Pope greets U.S. grass-roots groups, saying they help ‘communities thrive’
IMAGE: CNS photo/Dennis Sadowski
By Dennis Sadowski
MODESTO, Calif. (CNS) — Pope Francis congratulated more than 600 representatives of grass-roots organizations for responding with mercy to society’s hurting people during the opening of the four-day U.S. regional World Meeting of Popular Movements.
In a letter to the assembly Feb. 16 read alternately in English and in Spanish, the pope said the work of the organizations and the people involved “make your communities thrive.”
Cardinal Peter Turkson, prefect of the Vatican’s Dicastery for Promoting Integral Human Development, read the pope’s message in English. The letter encouraged wide-scale community organizing because it achieves social justice.
The pope expressed hope that “such constructive energy would spread to all dioceses because it builds bridges between peoples and individuals. These are bridges that can overcome the walls of exclusion, indifference, racism and intolerance.”
The message earned applause at points throughout its delivery, especially when the pope reiterated that “no people is criminal and no religion is terrorist and as he encouraged people to “defend creation” in the face of “disturbing warming of the climatic system.”
“Christian terrorism does not exist, Jewish terrorism does not exist and Muslim terrorism does not exist. They do not exist. No people is criminal or drug-trafficking or violent,” he said.
He encouraged people to confront terror with love in the interest of peace.
Pope Francis’ interest in promoting the work of grass-roots organizations can be traced to his time as cardinal in Buenos Aires, Argentina, when he often visited priest friends, struggling families and low-paid workers in poor neighborhoods spread across the city. Since 2014, three international World Meetings of Popular Movements have been held — two in Rome and one in Bolivia — to give people working to make life better for marginalized communities.
The pope’s letter also cited the biblical good Samaritan as an example of someone who responded with mercy to a man, robbed and beaten, in dire need of help when others chose to ignore him. He said the Catholic Church along with “the Christian community, people of compassion and solidarity, social organizations” are those whom Jesus entrusts those who are afflicted in body and spirit.”
The work of grass-roots groups coming together is vital to helping people overcome social injuries brought on by an “economic system that has the god of money at its center,” the pope’s letter said.
“Globalized society frequently looks the other way with the pretense of innocence,” the pope wrote. “Under the guise of what is politically correct or ideologically fashionable, one looks at those who suffer without touching them. But they are televised live; they are talked about in euphemisms and with apparent tolerance, but nothing is done systematically to heal the social wounds or to confront the structures that leave so many brothers and sisters by the wayside. This hypocritical attitude, so different from that of the Samaritan, manifests an absence of true commitment to humanity.”

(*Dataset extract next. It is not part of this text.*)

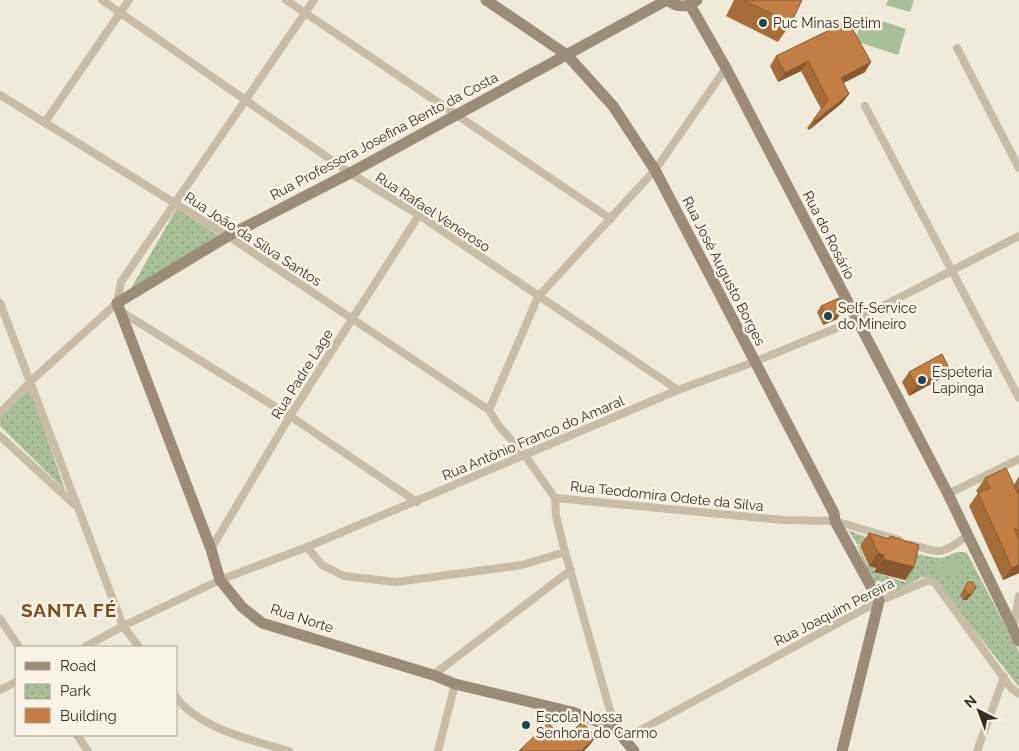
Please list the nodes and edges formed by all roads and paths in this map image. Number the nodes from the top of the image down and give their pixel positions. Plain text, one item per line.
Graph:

Jesus encouraged people not to “classify others in order to see who is a neighbor and who is not,” Pope Francis continued. “You can become neighbor to whomever you meet in need and you will do so if you have compassion in your heart. That is to say, if you have that capacity to suffer with someone else. You must become a Samaritan.”
Topics related to housing, labor, land and the environment, migration and racism were on the agenda for the meeting sponsored by the dicastery, the Catholic Campaign for Human Development and the PICO National Network of faith-based organizing groups.
In comments after reading the pope’s letter, Cardinal Turkson commented that the topics were chosen months before the outcome of the U.S. election for president in November. Without mentioning the name of President Donald Trump, he said the gathering was not meant to criticize any particular office holder “and the fact that things happened the way they happened is just a coincidence.”
“Pope Francis wants us to recognize the structure that create exclusion in society,” the cardinal explained.
The pope also wants people to understand that “we are the protagonists of change … that we are actors in this. We are not simply passive objects waiting for things to happen to us.”
Bishop Stephen E. Blaire of Stockton, California, said while introducing Cardinal Turkson that the gathering would discuss “transforming the world in which we live in light of our faith tradition in God. We are here because we want to be with the poor, the migrant, the workers, the homeless and with those who are excluded.”
As the meeting began, the Rev. Trena Turner, who works alongside her husband at the nondenominational Victory in Praise Church in Stockton and is a leader in the community group Faith in the Valley, told the audience that 25 people who originally planned to attend the meeting decided not to risk traveling to Modesto. She said they feared being arrested and deported under the federal government enforcement efforts against undocumented people.
As she called each person’s first name, the crowd shouted “Presente!” to recognize their participation.
Modesto was chosen for the papal-inspired meeting because of its location in California’s fertile Central Valley, where on a daily basis people confront each of the topics to be addressed at the gathering — land, labor, lodging, racism and migration.